### What to do
Reprint each record exactly. Pictures are not reprinted.

::::

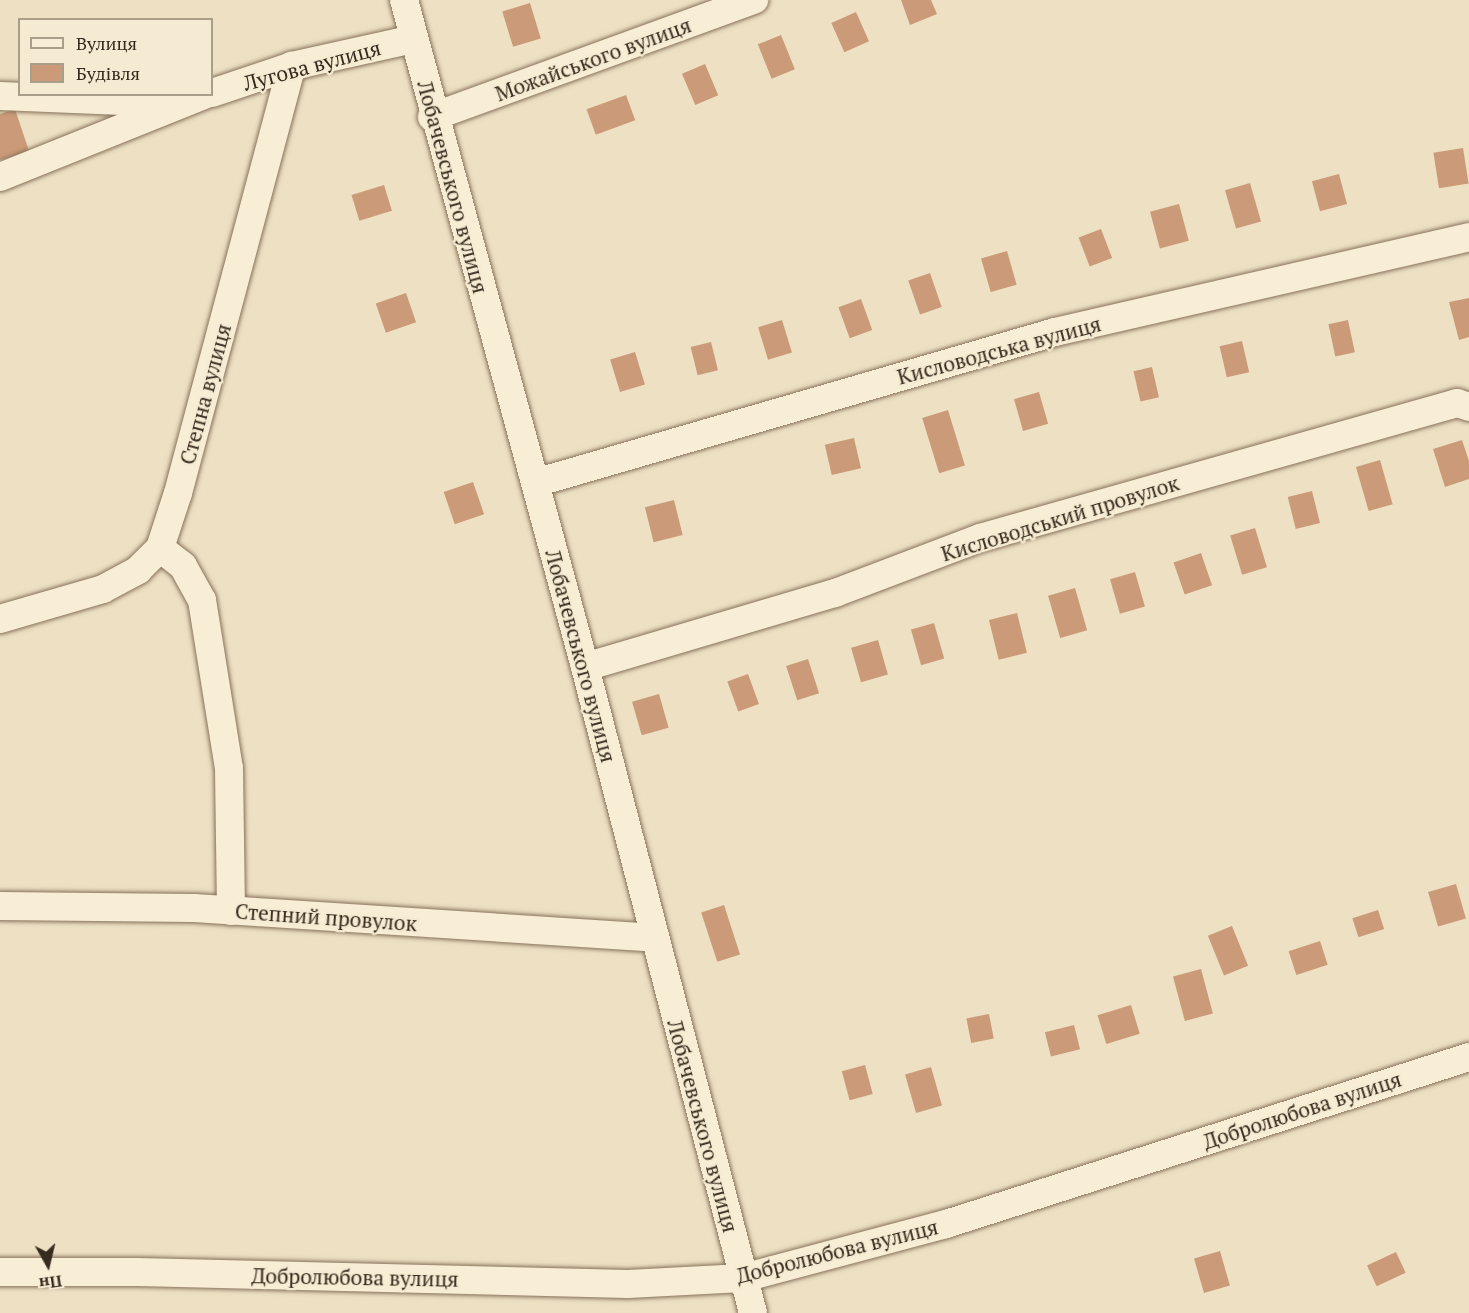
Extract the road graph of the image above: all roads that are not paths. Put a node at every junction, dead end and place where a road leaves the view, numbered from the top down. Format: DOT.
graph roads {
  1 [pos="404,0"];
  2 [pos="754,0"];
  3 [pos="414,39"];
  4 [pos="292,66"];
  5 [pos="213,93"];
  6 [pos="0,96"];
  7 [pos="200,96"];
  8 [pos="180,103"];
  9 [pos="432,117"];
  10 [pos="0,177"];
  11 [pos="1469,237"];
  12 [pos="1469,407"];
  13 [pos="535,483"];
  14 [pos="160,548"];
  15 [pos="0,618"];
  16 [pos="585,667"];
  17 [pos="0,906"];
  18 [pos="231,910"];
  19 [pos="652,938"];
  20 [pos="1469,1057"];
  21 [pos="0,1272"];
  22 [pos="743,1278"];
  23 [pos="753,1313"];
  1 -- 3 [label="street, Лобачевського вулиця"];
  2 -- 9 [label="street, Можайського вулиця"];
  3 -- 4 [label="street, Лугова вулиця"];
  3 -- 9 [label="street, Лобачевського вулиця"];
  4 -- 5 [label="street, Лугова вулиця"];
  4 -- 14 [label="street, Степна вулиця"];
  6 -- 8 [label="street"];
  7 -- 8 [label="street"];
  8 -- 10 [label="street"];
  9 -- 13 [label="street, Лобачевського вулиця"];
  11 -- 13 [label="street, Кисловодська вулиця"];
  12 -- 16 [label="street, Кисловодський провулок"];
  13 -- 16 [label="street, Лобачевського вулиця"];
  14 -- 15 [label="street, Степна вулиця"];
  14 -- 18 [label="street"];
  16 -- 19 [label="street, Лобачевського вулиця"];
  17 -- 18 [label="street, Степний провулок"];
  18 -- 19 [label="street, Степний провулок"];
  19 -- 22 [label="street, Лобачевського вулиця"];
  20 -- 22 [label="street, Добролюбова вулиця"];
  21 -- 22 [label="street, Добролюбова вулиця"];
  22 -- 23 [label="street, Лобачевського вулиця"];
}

::::

### Answer section
Extract the road graph of the image above: all roads that are not paths. Put a node at every junction, dead end and place where a road leaves the view, numbered from the top down. Format: DOT.
graph roads {
  1 [pos="404,0"];
  2 [pos="754,0"];
  3 [pos="414,39"];
  4 [pos="292,66"];
  5 [pos="213,93"];
  6 [pos="0,96"];
  7 [pos="200,96"];
  8 [pos="180,103"];
  9 [pos="432,117"];
  10 [pos="0,177"];
  11 [pos="1469,237"];
  12 [pos="1469,407"];
  13 [pos="535,483"];
  14 [pos="160,548"];
  15 [pos="0,618"];
  16 [pos="585,667"];
  17 [pos="0,906"];
  18 [pos="231,910"];
  19 [pos="652,938"];
  20 [pos="1469,1057"];
  21 [pos="0,1272"];
  22 [pos="743,1278"];
  23 [pos="753,1313"];
  1 -- 3 [label="street, Лобачевського вулиця"];
  2 -- 9 [label="street, Можайського вулиця"];
  3 -- 4 [label="street, Лугова вулиця"];
  3 -- 9 [label="street, Лобачевського вулиця"];
  4 -- 5 [label="street, Лугова вулиця"];
  4 -- 14 [label="street, Степна вулиця"];
  6 -- 8 [label="street"];
  7 -- 8 [label="street"];
  8 -- 10 [label="street"];
  9 -- 13 [label="street, Лобачевського вулиця"];
  11 -- 13 [label="street, Кисловодська вулиця"];
  12 -- 16 [label="street, Кисловодський провулок"];
  13 -- 16 [label="street, Лобачевського вулиця"];
  14 -- 15 [label="street, Степна вулиця"];
  14 -- 18 [label="street"];
  16 -- 19 [label="street, Лобачевського вулиця"];
  17 -- 18 [label="street, Степний провулок"];
  18 -- 19 [label="street, Степний провулок"];
  19 -- 22 [label="street, Лобачевського вулиця"];
  20 -- 22 [label="street, Добролюбова вулиця"];
  21 -- 22 [label="street, Добролюбова вулиця"];
  22 -- 23 [label="street, Лобачевського вулиця"];
}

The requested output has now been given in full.